The unintentional punishment: time in prison should not lead to infection with HIV or tuberculosis

Health experts in Europe agree on recommendations to reduce communicable diseases in prisons

Copenhagen and Madrid, 29 October 2009

At any given time, over two million people are imprisoned in penal institutions in Europe. Prisons are extremely high-risk environments for the transmission of infectious diseases because of a high number of risk factors, such as overcrowding, poor nutrition, limited access to health care, continued illicit drug use and unsafe injecting practices, unprotected sex and tattooing. If prisons are not to become a breeding ground for infectious diseases, health and medical care, and prevention and treatment must be an integral part of the penal system. Prison health policy should be integrated into national policy and prison health should be closely linked to the public health service. This applies to all health issues but is particularly important in the case of communicable diseases.

The unintentional punishment

A prison sentence is not always over on release from prison. Individuals who are healthy on entry have a high risk of leaving prison infected with HIV or tuberculosis (TB) or with an addiction to drugs. Added to the stigma of a prison sentence, this hampers their reintegration into society and makes a normal family and social life difficult. The post-release period is very important, as ex-prisoners are at greater risk of dying within the first weeks after release from prison, primarily as a result of an overdose of illicit drugs. An effective throughcare plan must be developed between prisons and public health systems.

“Rather than rehabilitating inmates, a prison sentence often makes matters worse,” says Dr Marc Danzon, WHO Regional Director for Europe. “It is unacceptable that we allow prisons to encourage unhealthy practices, meaning that people leave prison in poorer health than when they arrived.

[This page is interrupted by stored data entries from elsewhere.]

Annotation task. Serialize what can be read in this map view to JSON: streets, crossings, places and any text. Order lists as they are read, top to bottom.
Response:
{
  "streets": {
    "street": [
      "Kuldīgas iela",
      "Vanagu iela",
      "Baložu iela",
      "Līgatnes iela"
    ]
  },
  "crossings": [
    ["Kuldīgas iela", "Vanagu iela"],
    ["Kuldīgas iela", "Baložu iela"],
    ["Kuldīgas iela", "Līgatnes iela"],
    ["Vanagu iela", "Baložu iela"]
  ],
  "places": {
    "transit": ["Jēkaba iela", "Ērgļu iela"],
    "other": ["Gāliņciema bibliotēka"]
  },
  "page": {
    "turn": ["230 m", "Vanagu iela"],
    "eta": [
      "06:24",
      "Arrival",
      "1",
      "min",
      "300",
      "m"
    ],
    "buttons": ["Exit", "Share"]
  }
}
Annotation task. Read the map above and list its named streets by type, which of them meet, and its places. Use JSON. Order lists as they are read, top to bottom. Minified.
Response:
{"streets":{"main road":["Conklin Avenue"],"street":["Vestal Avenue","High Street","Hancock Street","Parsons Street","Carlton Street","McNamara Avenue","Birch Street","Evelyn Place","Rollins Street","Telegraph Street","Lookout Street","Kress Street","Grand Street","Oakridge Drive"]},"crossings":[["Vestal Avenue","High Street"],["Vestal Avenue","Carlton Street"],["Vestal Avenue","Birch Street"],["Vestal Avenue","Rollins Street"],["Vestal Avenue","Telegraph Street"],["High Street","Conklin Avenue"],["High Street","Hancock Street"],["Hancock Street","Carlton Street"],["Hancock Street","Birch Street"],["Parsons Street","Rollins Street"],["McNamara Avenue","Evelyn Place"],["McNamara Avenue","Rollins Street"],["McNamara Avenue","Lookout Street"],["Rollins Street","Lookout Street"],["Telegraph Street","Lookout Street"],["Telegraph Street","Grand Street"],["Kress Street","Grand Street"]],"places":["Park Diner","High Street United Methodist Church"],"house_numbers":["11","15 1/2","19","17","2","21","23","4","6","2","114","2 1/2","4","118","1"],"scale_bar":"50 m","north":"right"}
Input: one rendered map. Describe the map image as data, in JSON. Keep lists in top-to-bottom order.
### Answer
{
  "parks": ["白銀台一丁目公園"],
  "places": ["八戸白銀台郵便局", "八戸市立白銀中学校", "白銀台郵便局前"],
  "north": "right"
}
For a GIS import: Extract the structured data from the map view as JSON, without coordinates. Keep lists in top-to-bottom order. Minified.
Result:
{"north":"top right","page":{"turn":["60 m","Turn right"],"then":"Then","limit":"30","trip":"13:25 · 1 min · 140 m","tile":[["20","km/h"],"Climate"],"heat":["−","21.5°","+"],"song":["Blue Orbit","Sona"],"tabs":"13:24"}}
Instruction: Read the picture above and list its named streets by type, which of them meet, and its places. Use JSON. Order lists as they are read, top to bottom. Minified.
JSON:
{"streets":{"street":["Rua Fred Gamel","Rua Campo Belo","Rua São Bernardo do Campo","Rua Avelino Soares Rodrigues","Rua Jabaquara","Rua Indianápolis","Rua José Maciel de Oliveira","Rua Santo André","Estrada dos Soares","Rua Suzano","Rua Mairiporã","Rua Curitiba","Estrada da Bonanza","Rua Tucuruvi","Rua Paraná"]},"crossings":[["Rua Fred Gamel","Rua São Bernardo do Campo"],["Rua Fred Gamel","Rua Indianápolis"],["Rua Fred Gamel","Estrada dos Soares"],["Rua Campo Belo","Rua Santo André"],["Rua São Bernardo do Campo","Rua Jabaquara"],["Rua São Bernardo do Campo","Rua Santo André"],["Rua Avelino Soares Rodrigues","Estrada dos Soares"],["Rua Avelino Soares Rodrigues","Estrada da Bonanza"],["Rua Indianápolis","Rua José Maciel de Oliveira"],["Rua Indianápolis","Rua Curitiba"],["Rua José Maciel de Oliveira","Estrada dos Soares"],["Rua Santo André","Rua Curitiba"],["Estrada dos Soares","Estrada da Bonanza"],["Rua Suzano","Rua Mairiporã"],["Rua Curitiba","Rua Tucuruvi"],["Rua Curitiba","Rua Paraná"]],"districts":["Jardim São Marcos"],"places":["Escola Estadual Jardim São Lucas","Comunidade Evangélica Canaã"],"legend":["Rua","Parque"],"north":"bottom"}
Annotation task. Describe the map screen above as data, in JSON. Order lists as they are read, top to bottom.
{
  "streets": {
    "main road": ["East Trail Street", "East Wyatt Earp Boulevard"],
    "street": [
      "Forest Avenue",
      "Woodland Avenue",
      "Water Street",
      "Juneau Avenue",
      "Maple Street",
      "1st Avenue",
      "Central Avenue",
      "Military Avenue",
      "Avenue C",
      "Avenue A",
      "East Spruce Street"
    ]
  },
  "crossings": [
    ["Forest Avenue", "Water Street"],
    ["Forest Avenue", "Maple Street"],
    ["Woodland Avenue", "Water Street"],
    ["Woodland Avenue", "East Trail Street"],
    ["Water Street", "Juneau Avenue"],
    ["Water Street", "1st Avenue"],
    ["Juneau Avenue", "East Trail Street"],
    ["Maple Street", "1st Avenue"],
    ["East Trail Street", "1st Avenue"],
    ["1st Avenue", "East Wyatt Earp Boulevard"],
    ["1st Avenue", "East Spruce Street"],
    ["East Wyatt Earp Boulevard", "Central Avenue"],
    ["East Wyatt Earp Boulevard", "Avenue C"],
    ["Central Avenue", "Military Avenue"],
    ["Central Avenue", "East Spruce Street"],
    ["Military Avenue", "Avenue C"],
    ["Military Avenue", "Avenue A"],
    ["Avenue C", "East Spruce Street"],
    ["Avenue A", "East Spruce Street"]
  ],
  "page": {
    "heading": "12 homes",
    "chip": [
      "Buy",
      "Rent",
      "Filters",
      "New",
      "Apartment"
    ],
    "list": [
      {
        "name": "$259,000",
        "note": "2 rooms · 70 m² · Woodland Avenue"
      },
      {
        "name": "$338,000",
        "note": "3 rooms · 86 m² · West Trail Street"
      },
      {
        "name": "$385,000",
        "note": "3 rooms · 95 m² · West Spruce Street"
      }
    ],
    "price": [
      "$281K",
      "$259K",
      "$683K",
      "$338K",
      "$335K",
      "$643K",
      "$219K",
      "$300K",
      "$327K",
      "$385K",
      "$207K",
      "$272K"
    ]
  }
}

This lowers their chances of reintegrating into society and spreads infectious diseases beyond the prison walls. Work by countries to protect the health of prisoners helps not only individuals but the whole of society.”

The health of prisoners affects the rest of society

Overcrowding, the high turnover in the prison population and the intensive interaction between prison and society encourages the spread of communicable diseases. Neglecting the health of prisoners impacts on the wider public, putting them at risk of infection from diseases like TB and HIV.

The Madrid Recommendation

An international conference on prison health protection is taking place in Madrid from 29 to 31 October 2009. Health experts from over 50 countries have agreed on a set of recommendations to tackle the issue of communicable diseases in prisons. The aim of the Madrid Recommendation is to ensure that, rather than making matters worse, prisons are a setting where health and health behaviour are improved and the risk of reoffending is reduced. These cost-effective measures include:

  • treatment programmes for infectious diseases, including HIV/AIDS, hepatitis C and TB;
  • treatment programmes for drug users;
  • harm reduction measures;
  • guidelines on hygiene requirements;
  • guaranteed throughcare for prisoners on entry to and after release from prison, in close collaboration with stakeholders;
  • mental health support for prisoners suffering from communicable diseases; and
  • training for all prison staff in the prevention, treatment and control of communicable diseases.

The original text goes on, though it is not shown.